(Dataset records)
= Beginning of Section =
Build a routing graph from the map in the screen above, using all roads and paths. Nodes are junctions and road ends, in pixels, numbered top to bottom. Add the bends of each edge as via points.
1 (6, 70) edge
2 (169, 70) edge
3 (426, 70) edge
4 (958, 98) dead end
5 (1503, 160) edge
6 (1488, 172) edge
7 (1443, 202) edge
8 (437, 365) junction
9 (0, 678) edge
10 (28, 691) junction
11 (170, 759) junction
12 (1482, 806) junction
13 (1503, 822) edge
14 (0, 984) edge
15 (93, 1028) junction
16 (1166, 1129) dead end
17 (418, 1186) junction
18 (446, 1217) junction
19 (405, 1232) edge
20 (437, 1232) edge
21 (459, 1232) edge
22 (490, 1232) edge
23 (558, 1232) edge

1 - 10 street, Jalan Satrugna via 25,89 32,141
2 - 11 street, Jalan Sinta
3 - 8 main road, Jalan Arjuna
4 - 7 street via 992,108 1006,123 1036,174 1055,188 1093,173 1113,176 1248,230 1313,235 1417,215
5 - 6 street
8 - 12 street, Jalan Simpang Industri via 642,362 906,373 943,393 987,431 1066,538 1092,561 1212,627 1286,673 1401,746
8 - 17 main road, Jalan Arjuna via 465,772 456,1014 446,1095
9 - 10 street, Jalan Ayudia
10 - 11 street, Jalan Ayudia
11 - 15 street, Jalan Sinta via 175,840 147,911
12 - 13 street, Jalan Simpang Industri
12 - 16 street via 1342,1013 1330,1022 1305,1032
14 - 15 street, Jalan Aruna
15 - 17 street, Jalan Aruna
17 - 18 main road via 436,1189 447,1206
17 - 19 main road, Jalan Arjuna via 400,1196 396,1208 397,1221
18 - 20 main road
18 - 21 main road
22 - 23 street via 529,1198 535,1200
= End of Section =
▶ [TASK DIRECTIONS]:
Every line above that holds the word "Ayudia" should be copied out.

▶ [RESPONSE BOX]:
9 - 10 street, Jalan Ayudia
10 - 11 street, Jalan Ayudia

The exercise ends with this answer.